Data for analysis section start

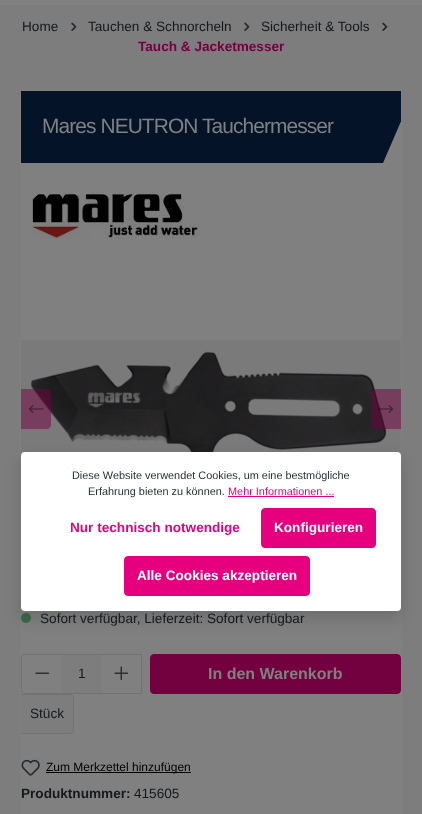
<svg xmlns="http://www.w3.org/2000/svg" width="422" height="814">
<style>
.a{font:13.6px Liberation Sans;fill:#13191c}
.b{font:bold 13.6px Liberation Sans;fill:#73003f}
.c{font:20.9px Liberation Sans;letter-spacing:-0.9px;fill:#808080}
.d{font:bold 16px Liberation Sans;fill:#808080}
.e{font:12px Liberation Sans;fill:#000}
.f{font:bold 13.6px Liberation Sans;fill:#13191c}
.g{font:10.9px Liberation Sans;fill:#253237}
.h{font:10.9px Liberation Sans;fill:#e6007e}
.i{font:bold 13.6px Liberation Sans;fill:#e6007e}
.j{font:bold 13.6px Liberation Sans;fill:#fff}
</style>
<defs>
<clipPath id="clip1"><path d="M21 91h380v184H21z"/></clipPath>
<clipPath id="clip2"><path d="M21 277h380v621H21z"/></clipPath>
</defs>
<rect width="100%" height="100%" fill="#7d7d7d"/>
<path fill="#808080" d="M0 0h422v5H0z"/>
<image href="1.png" x="71" y="22" width="6" height="9"/>
<image href="1.png" x="244" y="22" width="6" height="9"/>
<image href="1.png" x="382" y="22" width="6" height="9"/>
<path fill="#808080" d="M20 90h382v724H20z"/>
<g clip-path="url(#clip1)">
<path fill="#051328" d="M-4 91h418l-31 72h-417z"/>
</g>
<image href="2.png" x="32" y="194" width="166" height="45"/>
<image href="3.png" x="21" y="340" width="380" height="116"/>
<path fill="#73003f80" d="M21 389h26c2 0 4 2 4 4v32c0 2-2 4-4 4h-26z"/>
<image href="4.png" x="28" y="405" width="16" height="8"/>
<path fill="#73003f80" d="M375 389h26v40h-26c-2 0-4-2-4-4v-32c0-2 2-4 4-4z"/>
<image href="5.png" x="378" y="405" width="16" height="8"/>
<circle fill="#3b6848" cx="26" cy="618" r="5"/>
<path fill="#7d7d7d" d="M62 655h40v38H62z"/>
<path fill="#727272" d="M62 654h80v1H62z"/>
<path fill="#727272" d="M62 693h40v1H62z"/>
<path fill="#727272" fill-rule="evenodd" d="M25 654h38v40h-38c-2 0-4-2-4-4v-32c0-2 2-4 4-4zm0 1h38v38h-38c-2 0-3-1-3-3v-32c0-2 1-3 3-3z"/>
<image href="6.png" x="35" y="672" width="15" height="2"/>
<path fill="#727272" d="M141 654h1v40H141z"/>
<path fill="#727272" d="M101 693h41v1H101z"/>
<image href="7.png" x="114" y="666" width="15" height="15"/>
<path fill="#7d7d7d" d="M21 694h49c2 0 4 2 4 4v32c0 2-2 4-4 4h-49z"/>
<g clip-path="url(#clip2)">
<path fill="none" stroke="#727272" d="M20.5 694.5h49.5c2 0 3.5 1.5 3.5 3.5v32c0 2-1.5 3.5-3.5 3.5h-49.5z"/>
</g>
<rect fill="#73003f" stroke="#73003f" x="150.5" y="654.5" width="250" height="39" rx="3.5"/>
<image href="8.png" x="21" y="759" width="19" height="17"/>
<path fill="#000" d="M46 772h145v1H46z"/>
<rect fill="#00000026" filter="blur(8px)" x="21" y="460" width="380" height="159" rx="4"/>
<rect fill="#fff" x="21" y="452" width="380" height="159" rx="4"/>
<path fill="#e6007e" d="M228 496h106v1H228z"/>
<rect fill="#e6007e" stroke="#e6007e" x="261.5" y="508.5" width="114" height="39" rx="3.5"/>
<rect fill="#e6007e" stroke="#e6007e" x="124.5" y="556.5" width="185" height="39" rx="3.5"/>
<text class="a" x="22" y="31">Home</text>
<text class="a" x="88" y="31">Tauchen &amp; Schnorcheln</text>
<text class="a" x="261" y="31">Sicherheit &amp; Tools</text>
<text class="b" x="138" y="51">Tauch &amp; Jacketmesser</text>
<text class="c" x="42" y="133">Mares NEUTRON Tauchermesser</text>
<text class="a" x="40" y="623">Sofort verfügbar, Lieferzeit: Sofort verfügbar</text>
<text class="a" x="78" y="678">1</text>
<text class="a" x="30" y="718">Stück</text>
<text class="d" x="208" y="679">In den Warenkorb</text>
<text class="e" x="46" y="771">Zum Merkzettel hinzufügen</text>
<text class="f" x="21" y="798">Produktnummer:</text>
<text class="a" x="134" y="798">415605</text>
<text class="g" x="72" y="479">Diese Website verwendet Cookies, um eine bestmögliche</text>
<text class="g" x="88" y="495">Erfahrung bieten zu können.</text>
<text class="h" x="228" y="495">Mehr Informationen ...</text>
<text class="i" x="70" y="532">Nur technisch notwendige</text>
<text class="j" x="274" y="532">Konfigurieren</text>
<text class="j" x="137" y="580">Alle Cookies akzeptieren</text>
</svg>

Data for analysis section end

What to do. Among the records, find the lines that contain "image" and copy each of them.

Output below.
<image href="1.png" x="71" y="22" width="6" height="9"/>
<image href="1.png" x="244" y="22" width="6" height="9"/>
<image href="1.png" x="382" y="22" width="6" height="9"/>
<image href="2.png" x="32" y="194" width="166" height="45"/>
<image href="3.png" x="21" y="340" width="380" height="116"/>
<image href="4.png" x="28" y="405" width="16" height="8"/>
<image href="5.png" x="378" y="405" width="16" height="8"/>
<image href="6.png" x="35" y="672" width="15" height="2"/>
<image href="7.png" x="114" y="666" width="15" height="15"/>
<image href="8.png" x="21" y="759" width="19" height="17"/>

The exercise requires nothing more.